I am very happy to discuss an idea you may want to commission, without obligation, and to help you if I can. Projects are either payed for on approval at completion if small or in stage payments with progress reports if larger and regular dialogue during the work is welcomed.
Portrait of Barry Griffiths, leader of the RPO © Sharon Windebank
. . . . Sharon has become a familiar sight to the members of the orchestra in the past year as she worked on her portraits during rehearsals. . . Sharon works in a very personal way. The drawings are not monochrome but in colour which is built up painstakingly line by line. . . It takes many hours to finish each work, especially as her models are not posing but playing during the rehearsals . . . "
Members of the RPO in Rehearsal © Sharon Windebank
Brian Patten, whose especially commissioned poem frames Sharon's sculpture.
The wasps patrol the orchard as the hours
Fall like plums into the unkempt grass;
From the fruit's warm skin the slow juice runs
Like honey trickling through an hourglass.

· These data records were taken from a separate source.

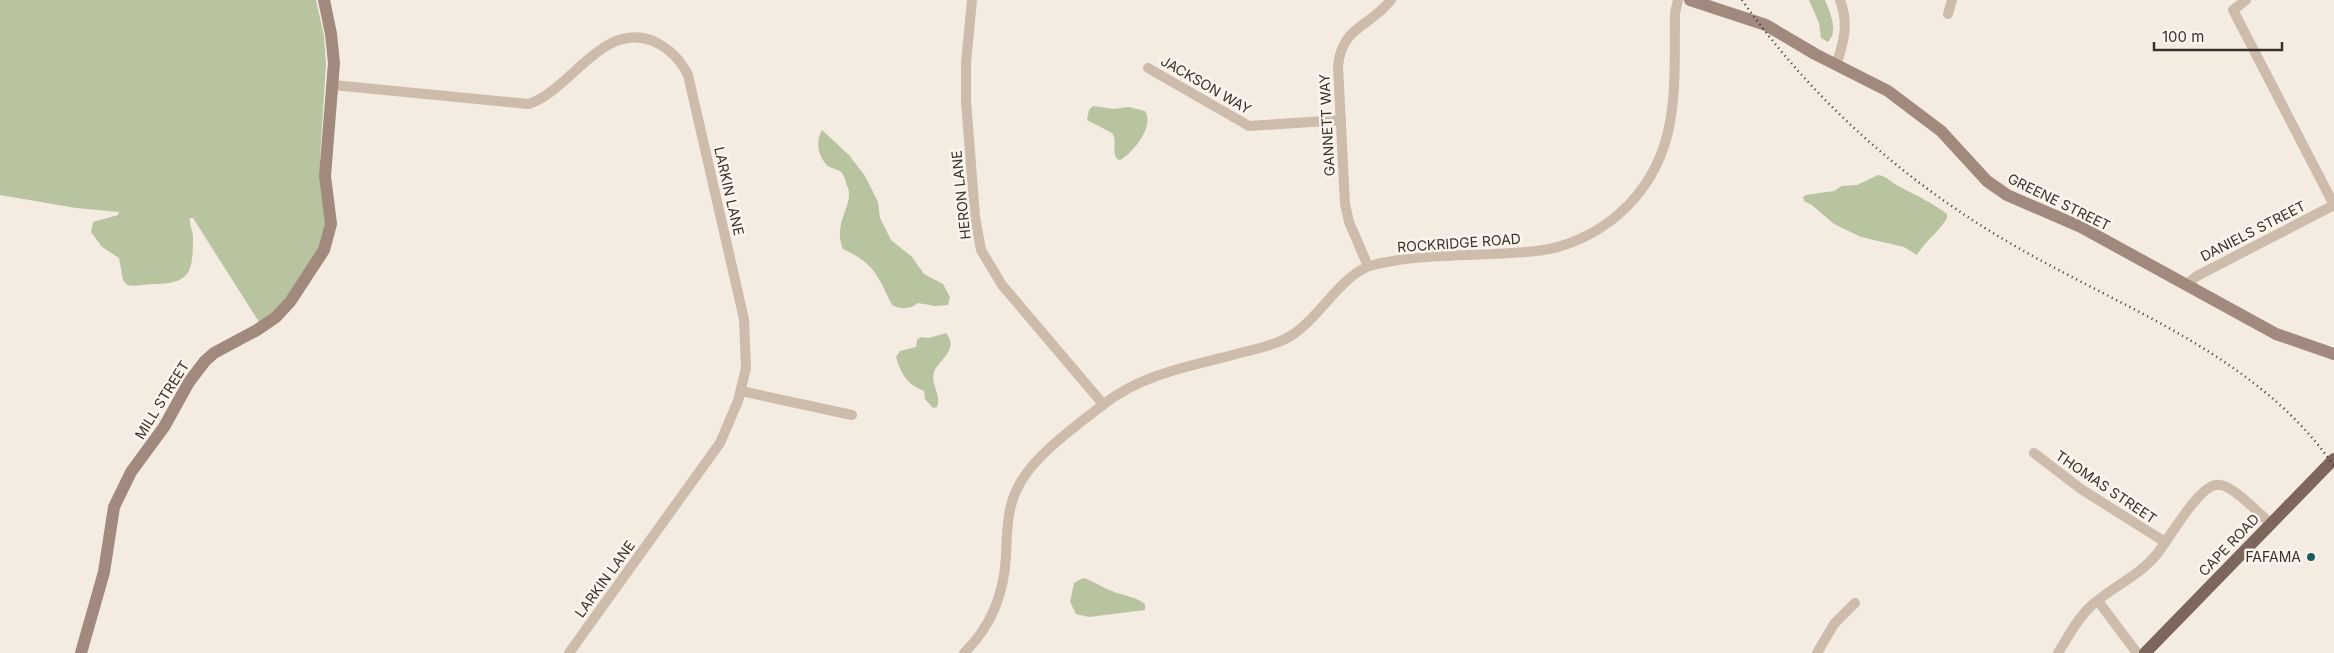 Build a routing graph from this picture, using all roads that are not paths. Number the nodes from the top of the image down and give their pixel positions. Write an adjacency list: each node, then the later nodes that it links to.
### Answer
1 (324, 0): 12 (street, MILL STREET)
2 (972, 0): 19 (street, HERON LANE)
3 (1391, 0): 13 (street, GANNETT WAY)
4 (1678, 0): 15 (street, ROCKRIDGE ROAD)
5 (1690, 0): 10 (street, GREENE STREET)
6 (1840, 0): 10 (street)
7 (1952, 0): 9 (street)
8 (2246, 0): 14 (street)
9 (1948, 14)
10 (1836, 65): 16 (street, GREENE STREET)
11 (1148, 68): 13 (street, JACKSON WAY)
12 (333, 85): 18 (street, LARKIN LANE); 27 (street, MILL STREET)
13 (1341, 120): 15 (street, GANNETT WAY)
14 (2334, 205): 16 (street, DANIELS STREET)
15 (1368, 266): 19 (street, ROCKRIDGE ROAD)
16 (2187, 284): 17 (street, GREENE STREET)
17 (2333, 352)
18 (741, 391): 20 (street); 28 (street, LARKIN LANE)
19 (1103, 404): 29 (street, ROCKRIDGE ROAD)
20 (852, 415)
21 (2034, 454): 24 (street, THOMAS STREET)
22 (2334, 459): 23 (main road, CAPE ROAD)
23 (2271, 524): 24 (street); 33 (main road, CAPE ROAD)
24 (2165, 542): 25 (street)
25 (2098, 600): 31 (street); 32 (street)
26 (1855, 603): 30 (street)
27 (81, 653)
28 (568, 653)
29 (964, 653)
30 (1817, 653)
31 (2058, 653)
32 (2137, 653)
33 (2145, 653) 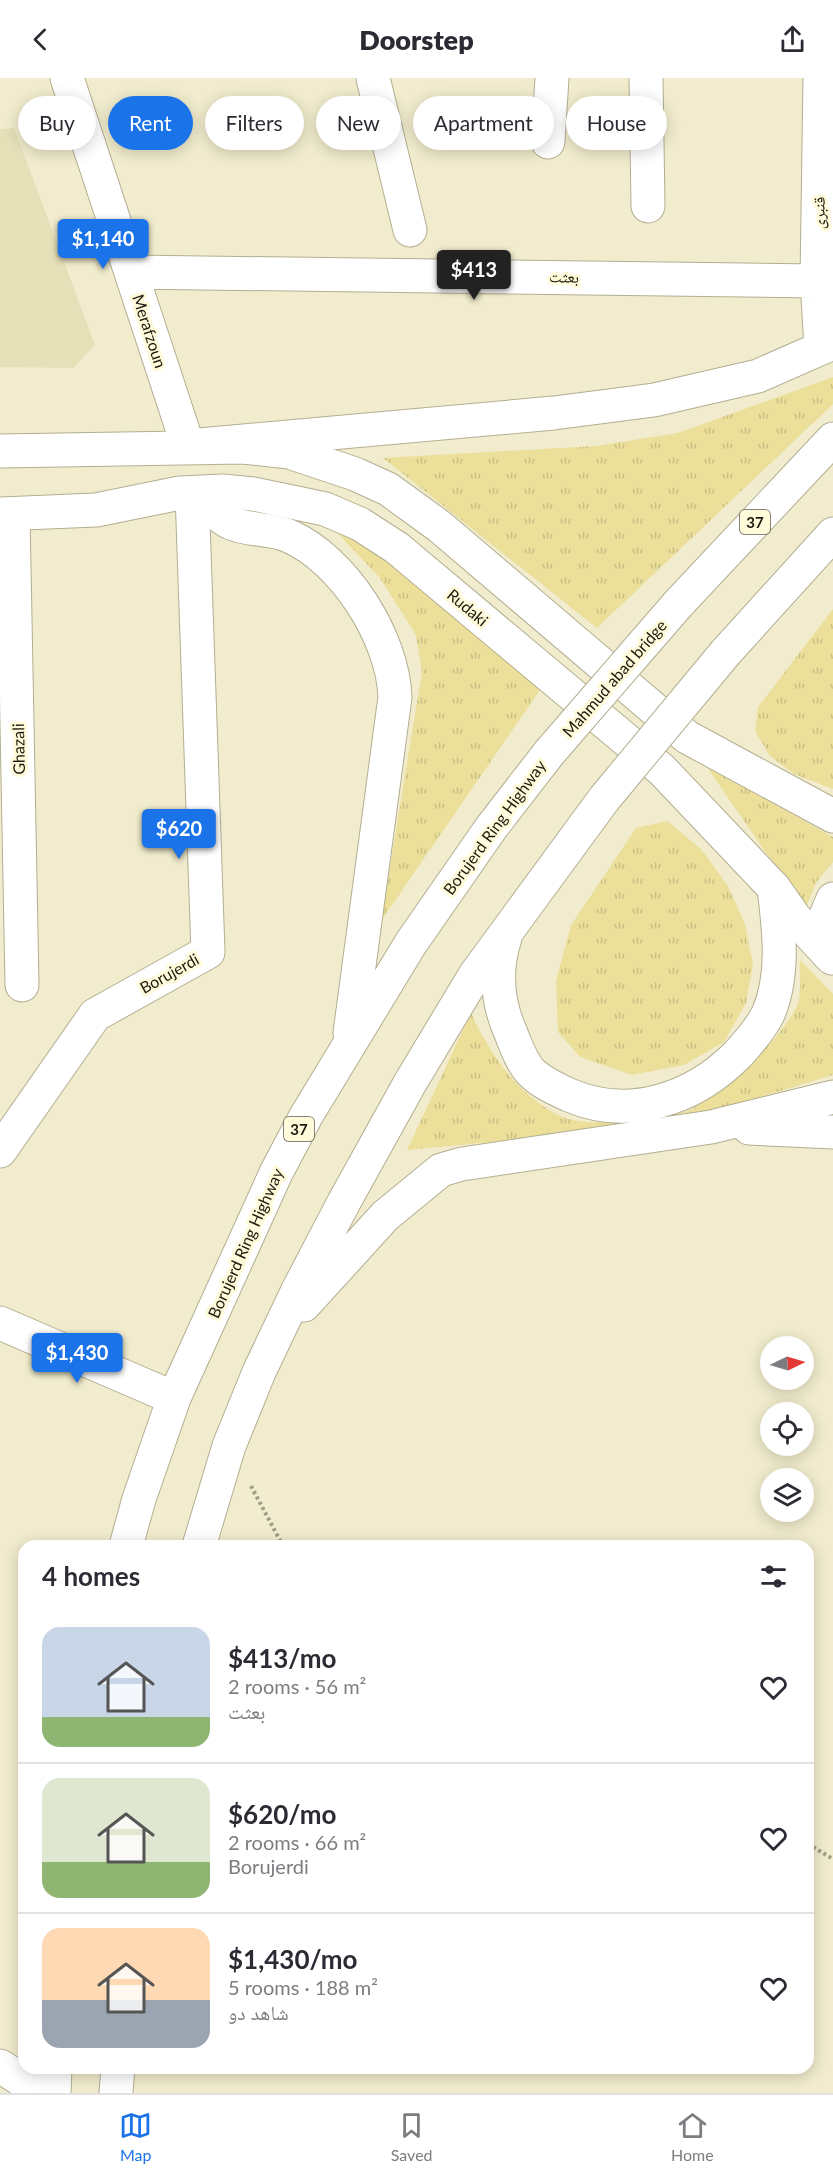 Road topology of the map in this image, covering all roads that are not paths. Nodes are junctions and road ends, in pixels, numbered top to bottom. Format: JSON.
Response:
{"nodes":[{"id":1,"x":67,"y":78,"type":"edge"},
{"id":2,"x":373,"y":78,"type":"edge"},
{"id":3,"x":552,"y":78,"type":"edge"},
{"id":4,"x":646,"y":78,"type":"edge"},
{"id":5,"x":820,"y":78,"type":"edge"},
{"id":6,"x":551,"y":96,"type":"edge"},
{"id":7,"x":648,"y":206,"type":"dead end"},
{"id":8,"x":411,"y":230,"type":"dead end"},
{"id":9,"x":131,"y":272,"type":"junction"},
{"id":10,"x":817,"y":281,"type":"junction"},
{"id":11,"x":827,"y":345,"type":"edge"},
{"id":12,"x":833,"y":440,"type":"edge"},
{"id":13,"x":188,"y":446,"type":"junction"},
{"id":14,"x":0,"y":451,"type":"edge"},
{"id":15,"x":192,"y":493,"type":"junction"},
{"id":16,"x":6,"y":514,"type":"edge"},
{"id":17,"x":833,"y":534,"type":"edge"},
{"id":18,"x":549,"y":753,"type":"joint"},
{"id":19,"x":833,"y":816,"type":"edge"},
{"id":20,"x":774,"y":888,"type":"junction"},
{"id":21,"x":833,"y":899,"type":"edge"},
{"id":22,"x":510,"y":926,"type":"junction"},
{"id":23,"x":11,"y":937,"type":"edge"},
{"id":24,"x":831,"y":957,"type":"edge"},
{"id":25,"x":22,"y":985,"type":"dead end"},
{"id":26,"x":348,"y":1045,"type":"junction"},
{"id":27,"x":833,"y":1097,"type":"edge"},
{"id":28,"x":711,"y":1127,"type":"junction"},
{"id":29,"x":833,"y":1132,"type":"edge"},
{"id":30,"x":0,"y":1151,"type":"edge"},
{"id":31,"x":0,"y":1323,"type":"edge"},
{"id":32,"x":276,"y":1335,"type":"junction"},
{"id":33,"x":174,"y":1398,"type":"junction"},
{"id":34,"x":128,"y":1540,"type":"edge"},
{"id":35,"x":201,"y":1540,"type":"edge"},
{"id":36,"x":0,"y":2066,"type":"edge"},
{"id":37,"x":55,"y":2074,"type":"edge"},
{"id":38,"x":118,"y":2074,"type":"edge"},
{"id":39,"x":42,"y":2093,"type":"edge"},
{"id":40,"x":54,"y":2093,"type":"edge"},
{"id":41,"x":116,"y":2093,"type":"edge"}],
"edges":[{"from":1,"to":9,"type":"main road","name":"Merafzoun"},
{"from":2,"to":8,"type":"main road"},
{"from":3,"to":6,"type":"main road"},
{"from":4,"to":7,"type":"main road"},
{"from":5,"to":10,"type":"main road","name":"قنبری"},
{"from":9,"to":10,"type":"main road","name":"بعثت"},
{"from":9,"to":13,"type":"main road","name":"Merafzoun"},
{"from":10,"to":11,"type":"main road","name":"قنبری"},
{"from":11,"to":13,"type":"main road"},
{"from":12,"to":18,"type":"main road","name":"Mahmud abad bridge","number":"37","bridge":true},
{"from":13,"to":14,"type":"main road"},
{"from":13,"to":19,"type":"main road"},
{"from":15,"to":16,"type":"main road","name":"Rudaki"},
{"from":15,"to":20,"type":"main road","name":"Rudaki"},
{"from":15,"to":26,"type":"main road"},
{"from":15,"to":30,"type":"main road","name":"Borujerdi"},
{"from":16,"to":23,"type":"main road","name":"Ghazali"},
{"from":17,"to":22,"type":"main road","bridge":true},
{"from":18,"to":26,"type":"main road","name":"Borujerd Ring Highway","number":"37"},
{"from":20,"to":22,"type":"main road"},
{"from":20,"to":24,"type":"main road","name":"Rudaki"},
{"from":21,"to":24,"type":"main road"},
{"from":22,"to":32,"type":"main road"},
{"from":23,"to":25,"type":"main road","name":"Ghazali"},
{"from":26,"to":33,"type":"main road","name":"Borujerd Ring Highway","number":"37"},
{"from":27,"to":28,"type":"main road"},
{"from":28,"to":29,"type":"main road"},
{"from":28,"to":32,"type":"main road"},
{"from":31,"to":33,"type":"main road"},
{"from":32,"to":35,"type":"main road"},
{"from":33,"to":34,"type":"main road","name":"Borujerd Ring Highway","number":"37"},
{"from":36,"to":39,"type":"main road"},
{"from":37,"to":40,"type":"main road"},
{"from":38,"to":41,"type":"main road"}]}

It was feared that the Ditsum Plum harvest in the South Hams might be the last. To draw attention to this, locals created Plum Day, commissioned poetry from Brian Patten and a plaque from Sharon Windebank which combined Patten's poetry with imagery suggested by the public.
Ditsum Plum © Sharon Windebank
The Golden Lion, Ashburton, in 1912.
The Golden Lion's wooden lion stood proudly over the entrance Of Ashburton's landmark pub for two centuries but had reached such a state of decay that Sharon was invited to restore it.
"I usually work out of single pieces of wood but the Lion had originally been constructed out of various pieces, hollowed out for lightness, and joined".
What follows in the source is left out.